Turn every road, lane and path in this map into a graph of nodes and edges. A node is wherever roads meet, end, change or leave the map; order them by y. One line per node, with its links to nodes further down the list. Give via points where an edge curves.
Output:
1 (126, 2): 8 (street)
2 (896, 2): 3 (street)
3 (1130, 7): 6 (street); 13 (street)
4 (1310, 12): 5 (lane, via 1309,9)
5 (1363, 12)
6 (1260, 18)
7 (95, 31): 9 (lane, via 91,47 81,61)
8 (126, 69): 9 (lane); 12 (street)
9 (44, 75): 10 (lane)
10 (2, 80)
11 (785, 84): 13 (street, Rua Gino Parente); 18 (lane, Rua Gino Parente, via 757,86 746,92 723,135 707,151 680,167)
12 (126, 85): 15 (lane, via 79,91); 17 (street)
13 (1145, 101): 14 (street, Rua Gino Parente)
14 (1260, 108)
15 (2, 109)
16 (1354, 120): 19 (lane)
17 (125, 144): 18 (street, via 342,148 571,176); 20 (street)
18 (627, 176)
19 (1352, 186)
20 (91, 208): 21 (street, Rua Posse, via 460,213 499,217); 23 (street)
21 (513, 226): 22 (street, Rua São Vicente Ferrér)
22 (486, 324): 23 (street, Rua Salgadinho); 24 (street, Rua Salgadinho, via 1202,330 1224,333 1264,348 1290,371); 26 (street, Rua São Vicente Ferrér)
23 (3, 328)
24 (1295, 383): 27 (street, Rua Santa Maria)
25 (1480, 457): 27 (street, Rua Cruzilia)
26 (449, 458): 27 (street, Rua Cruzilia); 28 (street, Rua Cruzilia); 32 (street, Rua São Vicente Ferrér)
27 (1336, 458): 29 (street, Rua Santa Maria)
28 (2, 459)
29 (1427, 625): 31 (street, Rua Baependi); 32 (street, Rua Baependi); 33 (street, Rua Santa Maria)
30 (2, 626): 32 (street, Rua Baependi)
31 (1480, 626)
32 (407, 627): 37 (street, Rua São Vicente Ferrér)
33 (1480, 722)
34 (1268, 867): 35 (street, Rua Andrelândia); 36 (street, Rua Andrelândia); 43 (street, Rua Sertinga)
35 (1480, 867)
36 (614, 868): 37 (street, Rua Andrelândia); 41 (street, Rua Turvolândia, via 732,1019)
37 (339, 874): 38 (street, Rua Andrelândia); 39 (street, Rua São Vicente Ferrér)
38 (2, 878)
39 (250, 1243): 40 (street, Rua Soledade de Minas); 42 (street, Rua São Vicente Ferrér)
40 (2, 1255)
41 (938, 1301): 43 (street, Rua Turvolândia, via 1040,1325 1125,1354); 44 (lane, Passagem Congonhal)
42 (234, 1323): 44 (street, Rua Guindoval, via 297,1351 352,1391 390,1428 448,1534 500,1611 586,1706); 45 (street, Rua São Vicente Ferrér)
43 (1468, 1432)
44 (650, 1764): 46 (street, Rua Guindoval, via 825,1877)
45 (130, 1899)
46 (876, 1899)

Work request -
What you return should match the listing above exactly.

Expected answer -
Turn every road, lane and path in this map into a graph of nodes and edges. A node is wherever roads meet, end, change or leave the map; order them by y. One line per node, with its links to nodes further down the list. Give via points where an edge curves.
Output:
1 (126, 2): 8 (street)
2 (896, 2): 3 (street)
3 (1130, 7): 6 (street); 13 (street)
4 (1310, 12): 5 (lane, via 1309,9)
5 (1363, 12)
6 (1260, 18)
7 (95, 31): 9 (lane, via 91,47 81,61)
8 (126, 69): 9 (lane); 12 (street)
9 (44, 75): 10 (lane)
10 (2, 80)
11 (785, 84): 13 (street, Rua Gino Parente); 18 (lane, Rua Gino Parente, via 757,86 746,92 723,135 707,151 680,167)
12 (126, 85): 15 (lane, via 79,91); 17 (street)
13 (1145, 101): 14 (street, Rua Gino Parente)
14 (1260, 108)
15 (2, 109)
16 (1354, 120): 19 (lane)
17 (125, 144): 18 (street, via 342,148 571,176); 20 (street)
18 (627, 176)
19 (1352, 186)
20 (91, 208): 21 (street, Rua Posse, via 460,213 499,217); 23 (street)
21 (513, 226): 22 (street, Rua São Vicente Ferrér)
22 (486, 324): 23 (street, Rua Salgadinho); 24 (street, Rua Salgadinho, via 1202,330 1224,333 1264,348 1290,371); 26 (street, Rua São Vicente Ferrér)
23 (3, 328)
24 (1295, 383): 27 (street, Rua Santa Maria)
25 (1480, 457): 27 (street, Rua Cruzilia)
26 (449, 458): 27 (street, Rua Cruzilia); 28 (street, Rua Cruzilia); 32 (street, Rua São Vicente Ferrér)
27 (1336, 458): 29 (street, Rua Santa Maria)
28 (2, 459)
29 (1427, 625): 31 (street, Rua Baependi); 32 (street, Rua Baependi); 33 (street, Rua Santa Maria)
30 (2, 626): 32 (street, Rua Baependi)
31 (1480, 626)
32 (407, 627): 37 (street, Rua São Vicente Ferrér)
33 (1480, 722)
34 (1268, 867): 35 (street, Rua Andrelândia); 36 (street, Rua Andrelândia); 43 (street, Rua Sertinga)
35 (1480, 867)
36 (614, 868): 37 (street, Rua Andrelândia); 41 (street, Rua Turvolândia, via 732,1019)
37 (339, 874): 38 (street, Rua Andrelândia); 39 (street, Rua São Vicente Ferrér)
38 (2, 878)
39 (250, 1243): 40 (street, Rua Soledade de Minas); 42 (street, Rua São Vicente Ferrér)
40 (2, 1255)
41 (938, 1301): 43 (street, Rua Turvolândia, via 1040,1325 1125,1354); 44 (lane, Passagem Congonhal)
42 (234, 1323): 44 (street, Rua Guindoval, via 297,1351 352,1391 390,1428 448,1534 500,1611 586,1706); 45 (street, Rua São Vicente Ferrér)
43 (1468, 1432)
44 (650, 1764): 46 (street, Rua Guindoval, via 825,1877)
45 (130, 1899)
46 (876, 1899)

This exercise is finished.